Nate Langston Palmer’s Song of Sons series celebrates a unique dance culture that continues to evolve on the streets of Washington DC
Nate Langston Palmer has been thinking about beauty a lot recently. When he began his career as a photojournalist in his early 20s, he viewed the beauty of an image as secondary to its statement and subtext. “Because there’s so much work to do, there’s an expectation on Black photography, especially, to make us take a step in the right direction, to change society for the better,” the 29-year-old tells Dazed. “But throughout history, when European artists were creating work, say, they often just wanted to make something jaw-droppingly beautiful. And that’s what I want to do too. Black people deserve to be able to do that at this point.”
Born and raised in Washington, DC, and now based between DC and New York, Palmer nurtured his love of photography in the darkroom of his high school, where he was “lucky to have had a Black man as a photography teacher and mentor”. Starting out in photojournalism, he’s since transitioned into artistic portraiture, focusing his lens on experiences of Black joy, brotherhood, masculinity, and forms of cultural expression.
Beauty is everywhere in Song of Sons, his ongoing photo series spotlighting a dance crew of young Black men in Washington, DC. Currently showing at the Chela Mitchell Gallery in DC, it seeks to document, celebrate and preserve the culture surrounding ‘beat-ya-feet’, their footwork-driven style of dance, which was created in and remains specific to the city.
“Beat-ya-feet is kind of built into the fabric of DC at this point, and these dancers have become instrumental in keeping Black culture alive here,” Palmer explains. Performed on street corners, in car parks, and at competitions, beat-ya-feet is the most commonly practised dance form to emerge from go-go music, a subgenre of funk that developed in DC in the late 1970s, when Black residents constituted the majority of the city’s population.
Palmer began the project in 2019, after running into a group of dancers in his childhood neighbourhood, Columbia Heights. “Psyched to be photographed”, the boys, aged between 12 and 25, welcomed Palmer like family. Over the next four years, he hung out with them whenever he was back in town, photographing them practising in public spaces and homes, or contorting their bodies in the heat of dance battles. “It gives me chills to watch them dance, and that’s what I really try to capture in these images.”
Song of Sons contains interludes of stillness and tenderness, as well as crescendos of dynamism and intensity. In one portrait, a young father cradles his new baby daughter at the foot of a bed as light pours in from half-closed shutters. At a memorial service for the godmother of another dancer, a constellation of star-shaped balloons is released into the sky, resembling birds against the clouds.

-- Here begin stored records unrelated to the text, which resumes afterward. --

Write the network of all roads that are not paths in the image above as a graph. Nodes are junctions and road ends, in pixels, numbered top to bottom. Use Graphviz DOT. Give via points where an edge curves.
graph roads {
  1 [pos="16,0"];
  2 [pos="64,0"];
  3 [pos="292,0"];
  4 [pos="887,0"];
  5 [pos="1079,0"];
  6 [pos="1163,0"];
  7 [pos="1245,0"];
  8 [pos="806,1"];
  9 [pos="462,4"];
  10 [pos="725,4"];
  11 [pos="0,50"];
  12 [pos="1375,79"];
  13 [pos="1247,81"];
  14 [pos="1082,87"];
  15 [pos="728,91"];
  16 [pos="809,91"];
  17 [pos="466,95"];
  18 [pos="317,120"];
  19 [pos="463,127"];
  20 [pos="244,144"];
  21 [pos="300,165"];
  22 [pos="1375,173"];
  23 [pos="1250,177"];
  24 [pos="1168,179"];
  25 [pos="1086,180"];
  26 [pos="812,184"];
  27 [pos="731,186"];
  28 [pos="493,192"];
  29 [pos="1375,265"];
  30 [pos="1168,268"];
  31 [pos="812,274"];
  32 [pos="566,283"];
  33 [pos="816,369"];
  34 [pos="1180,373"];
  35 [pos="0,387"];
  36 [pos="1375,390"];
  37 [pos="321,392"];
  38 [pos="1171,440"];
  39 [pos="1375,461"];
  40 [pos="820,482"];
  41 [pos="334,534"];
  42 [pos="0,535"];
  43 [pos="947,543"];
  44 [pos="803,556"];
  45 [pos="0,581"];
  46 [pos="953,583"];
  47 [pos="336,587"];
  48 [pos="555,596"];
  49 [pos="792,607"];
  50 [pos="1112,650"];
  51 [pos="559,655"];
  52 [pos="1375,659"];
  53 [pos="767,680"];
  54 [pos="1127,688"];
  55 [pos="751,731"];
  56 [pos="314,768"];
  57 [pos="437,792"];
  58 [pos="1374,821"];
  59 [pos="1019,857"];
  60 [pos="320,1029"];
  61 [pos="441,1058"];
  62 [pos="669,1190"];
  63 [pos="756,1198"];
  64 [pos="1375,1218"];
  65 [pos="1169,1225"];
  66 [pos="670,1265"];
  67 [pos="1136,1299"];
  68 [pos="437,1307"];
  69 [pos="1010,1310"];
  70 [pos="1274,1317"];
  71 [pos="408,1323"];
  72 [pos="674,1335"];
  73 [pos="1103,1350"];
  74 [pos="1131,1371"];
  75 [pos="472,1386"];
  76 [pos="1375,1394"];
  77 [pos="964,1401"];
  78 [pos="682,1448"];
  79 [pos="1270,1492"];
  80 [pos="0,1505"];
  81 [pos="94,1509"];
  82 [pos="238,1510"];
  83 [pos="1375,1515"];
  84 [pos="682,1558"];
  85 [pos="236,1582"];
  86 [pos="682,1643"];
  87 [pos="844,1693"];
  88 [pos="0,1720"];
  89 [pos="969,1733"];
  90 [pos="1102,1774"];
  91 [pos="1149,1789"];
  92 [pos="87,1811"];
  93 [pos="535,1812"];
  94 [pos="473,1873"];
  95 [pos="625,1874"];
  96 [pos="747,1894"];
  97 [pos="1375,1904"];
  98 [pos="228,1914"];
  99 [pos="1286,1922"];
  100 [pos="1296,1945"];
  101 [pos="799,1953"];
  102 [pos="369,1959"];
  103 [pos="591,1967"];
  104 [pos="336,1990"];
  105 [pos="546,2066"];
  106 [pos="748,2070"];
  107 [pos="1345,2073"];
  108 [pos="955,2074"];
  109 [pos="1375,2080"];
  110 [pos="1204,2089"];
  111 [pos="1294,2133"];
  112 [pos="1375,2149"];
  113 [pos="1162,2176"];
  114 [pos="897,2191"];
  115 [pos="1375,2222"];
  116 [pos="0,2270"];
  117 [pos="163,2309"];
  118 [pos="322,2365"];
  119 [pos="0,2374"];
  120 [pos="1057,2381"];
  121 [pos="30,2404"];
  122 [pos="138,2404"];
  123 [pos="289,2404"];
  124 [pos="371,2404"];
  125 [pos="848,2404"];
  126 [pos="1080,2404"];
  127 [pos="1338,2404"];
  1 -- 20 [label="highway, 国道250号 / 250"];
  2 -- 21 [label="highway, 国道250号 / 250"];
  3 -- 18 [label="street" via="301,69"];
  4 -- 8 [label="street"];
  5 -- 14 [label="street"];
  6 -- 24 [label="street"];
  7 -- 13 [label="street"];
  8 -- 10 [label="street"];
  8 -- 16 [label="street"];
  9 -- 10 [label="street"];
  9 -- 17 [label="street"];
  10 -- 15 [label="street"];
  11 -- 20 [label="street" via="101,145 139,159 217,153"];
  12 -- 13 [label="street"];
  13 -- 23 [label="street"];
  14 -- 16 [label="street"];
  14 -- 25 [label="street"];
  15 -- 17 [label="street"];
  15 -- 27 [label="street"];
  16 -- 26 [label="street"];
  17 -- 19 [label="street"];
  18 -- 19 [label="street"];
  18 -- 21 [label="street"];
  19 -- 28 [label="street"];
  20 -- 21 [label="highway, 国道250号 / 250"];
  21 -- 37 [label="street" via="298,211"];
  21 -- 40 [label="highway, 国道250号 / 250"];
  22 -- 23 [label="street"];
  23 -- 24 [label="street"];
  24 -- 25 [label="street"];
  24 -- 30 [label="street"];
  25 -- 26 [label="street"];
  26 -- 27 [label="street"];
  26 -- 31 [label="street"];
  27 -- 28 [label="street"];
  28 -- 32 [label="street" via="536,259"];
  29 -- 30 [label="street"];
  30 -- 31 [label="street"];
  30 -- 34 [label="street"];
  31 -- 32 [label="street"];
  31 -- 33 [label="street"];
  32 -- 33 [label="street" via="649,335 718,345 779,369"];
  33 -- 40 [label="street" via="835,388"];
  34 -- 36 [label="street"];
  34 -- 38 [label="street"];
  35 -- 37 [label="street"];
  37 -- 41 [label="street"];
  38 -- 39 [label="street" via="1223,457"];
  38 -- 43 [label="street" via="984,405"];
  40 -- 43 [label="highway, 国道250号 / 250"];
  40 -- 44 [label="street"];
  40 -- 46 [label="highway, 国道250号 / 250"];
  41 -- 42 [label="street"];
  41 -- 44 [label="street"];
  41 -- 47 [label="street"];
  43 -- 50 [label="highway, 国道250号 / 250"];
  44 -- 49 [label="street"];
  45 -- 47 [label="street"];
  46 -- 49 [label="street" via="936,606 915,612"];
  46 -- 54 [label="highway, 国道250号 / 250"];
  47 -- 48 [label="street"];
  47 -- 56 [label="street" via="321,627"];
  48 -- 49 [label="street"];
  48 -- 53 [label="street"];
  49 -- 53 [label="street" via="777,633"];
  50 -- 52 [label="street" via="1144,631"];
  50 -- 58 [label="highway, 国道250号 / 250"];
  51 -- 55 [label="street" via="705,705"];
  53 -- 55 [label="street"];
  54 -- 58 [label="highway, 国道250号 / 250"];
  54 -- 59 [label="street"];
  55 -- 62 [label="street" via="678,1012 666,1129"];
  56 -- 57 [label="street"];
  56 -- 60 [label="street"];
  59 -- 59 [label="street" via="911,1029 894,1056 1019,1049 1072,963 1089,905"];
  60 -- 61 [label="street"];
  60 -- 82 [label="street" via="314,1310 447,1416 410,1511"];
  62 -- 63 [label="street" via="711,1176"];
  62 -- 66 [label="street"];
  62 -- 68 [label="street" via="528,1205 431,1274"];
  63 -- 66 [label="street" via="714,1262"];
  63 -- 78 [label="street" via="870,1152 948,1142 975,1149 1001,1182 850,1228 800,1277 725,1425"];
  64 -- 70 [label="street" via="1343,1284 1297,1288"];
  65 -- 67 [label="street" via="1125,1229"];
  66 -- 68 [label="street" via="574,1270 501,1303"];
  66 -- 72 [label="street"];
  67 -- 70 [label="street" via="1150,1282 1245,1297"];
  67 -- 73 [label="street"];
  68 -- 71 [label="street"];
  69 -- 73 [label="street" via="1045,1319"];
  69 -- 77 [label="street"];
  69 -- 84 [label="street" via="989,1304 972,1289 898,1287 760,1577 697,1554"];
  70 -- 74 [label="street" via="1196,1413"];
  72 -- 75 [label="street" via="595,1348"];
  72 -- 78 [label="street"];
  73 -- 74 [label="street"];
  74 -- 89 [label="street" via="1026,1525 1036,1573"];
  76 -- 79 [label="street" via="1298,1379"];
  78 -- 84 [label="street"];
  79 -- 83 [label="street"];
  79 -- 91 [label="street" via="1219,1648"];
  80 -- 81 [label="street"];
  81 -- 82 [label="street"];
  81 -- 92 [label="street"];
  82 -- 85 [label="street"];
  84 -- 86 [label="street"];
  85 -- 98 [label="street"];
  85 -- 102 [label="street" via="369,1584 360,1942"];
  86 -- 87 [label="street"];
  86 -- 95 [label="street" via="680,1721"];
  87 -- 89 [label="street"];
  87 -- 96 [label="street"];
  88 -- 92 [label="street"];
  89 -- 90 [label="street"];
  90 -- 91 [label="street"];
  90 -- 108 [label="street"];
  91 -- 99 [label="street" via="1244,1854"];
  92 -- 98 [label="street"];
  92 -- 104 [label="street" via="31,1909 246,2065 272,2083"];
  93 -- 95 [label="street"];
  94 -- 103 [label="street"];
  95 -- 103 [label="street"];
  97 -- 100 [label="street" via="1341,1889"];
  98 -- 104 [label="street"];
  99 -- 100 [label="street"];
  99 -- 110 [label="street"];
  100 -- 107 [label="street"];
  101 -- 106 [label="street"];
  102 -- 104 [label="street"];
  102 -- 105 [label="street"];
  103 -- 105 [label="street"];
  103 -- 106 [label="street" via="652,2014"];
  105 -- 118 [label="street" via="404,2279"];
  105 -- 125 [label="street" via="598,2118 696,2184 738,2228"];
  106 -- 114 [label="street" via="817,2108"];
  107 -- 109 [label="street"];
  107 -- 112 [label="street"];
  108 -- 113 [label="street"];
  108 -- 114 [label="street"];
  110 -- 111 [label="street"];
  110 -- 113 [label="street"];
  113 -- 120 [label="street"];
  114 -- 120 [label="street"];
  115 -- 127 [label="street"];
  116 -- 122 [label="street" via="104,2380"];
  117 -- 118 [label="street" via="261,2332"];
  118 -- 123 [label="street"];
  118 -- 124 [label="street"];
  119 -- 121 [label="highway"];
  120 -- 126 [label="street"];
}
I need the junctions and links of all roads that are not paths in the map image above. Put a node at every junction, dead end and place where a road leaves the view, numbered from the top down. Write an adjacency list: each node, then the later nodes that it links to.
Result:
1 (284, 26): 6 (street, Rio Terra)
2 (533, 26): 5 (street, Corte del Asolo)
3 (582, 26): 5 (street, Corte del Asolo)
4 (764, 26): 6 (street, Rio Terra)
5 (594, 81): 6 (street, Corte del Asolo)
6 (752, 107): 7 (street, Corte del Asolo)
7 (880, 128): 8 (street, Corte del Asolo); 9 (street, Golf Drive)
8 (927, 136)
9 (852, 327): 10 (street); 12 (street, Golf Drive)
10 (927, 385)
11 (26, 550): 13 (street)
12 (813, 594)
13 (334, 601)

“It gives me chills to watch them dance, and that’s what I really try to capture in these images” – Nate Langston Palmer
Just like the pace of the dance itself, there’s an urgency to Song of Sons, as Palmer strives to highlight and hold tight to DC’s roots – a city mostly recognised today as the nation’s political centre, with the White House at its heart. “DC used to be nicknamed ‘Chocolate City’ because for decades it was a majority Black city,” the photographer says. “But it’s currently experiencing some of the most advanced rates of gentrification in the country. And with the displacement of long-term Black residents comes the interruption of this vast cultural network – one that is deeply rooted in music and dance and play.”
One of Palmer’s main intentions is to capture “the fleeting beauty of interpretive movement” as a commentary on this cultural erasure. “When we think about this idea of permanence, we often think of a house or something tangible. But as we’ve seen in DC and elsewhere, these things can be taken from you. With dance, nothing you do is permanent, but it’s still a form of resistance,” he reflects. “Black people have been oppressed and isolated and mistreated since we were first brought to this country. But this need to find joy despite the circumstances – that has always been there. People are being pushed to the outskirts, yet here is this vibrant, beautiful, kind of transcendent thing that is still present.”
Looking ahead to the exhibition, Palmer is most excited for the dancers to see themselves printed large on the walls. “Everybody is close, everybody is family, so it’ll be a big celebration, where the dancers can come and do their thing and be recognised,” he says. “My main thing when photographing is to represent Black people in a way that they love and appreciate, in a way that brings respect and dignity. To be able to tell these dancers’ stories in my work is everything to me.”
Song of Sons is on show at Chela Mitchell Gallery in Washington, DC, and runs June 24 - July 31, 2023.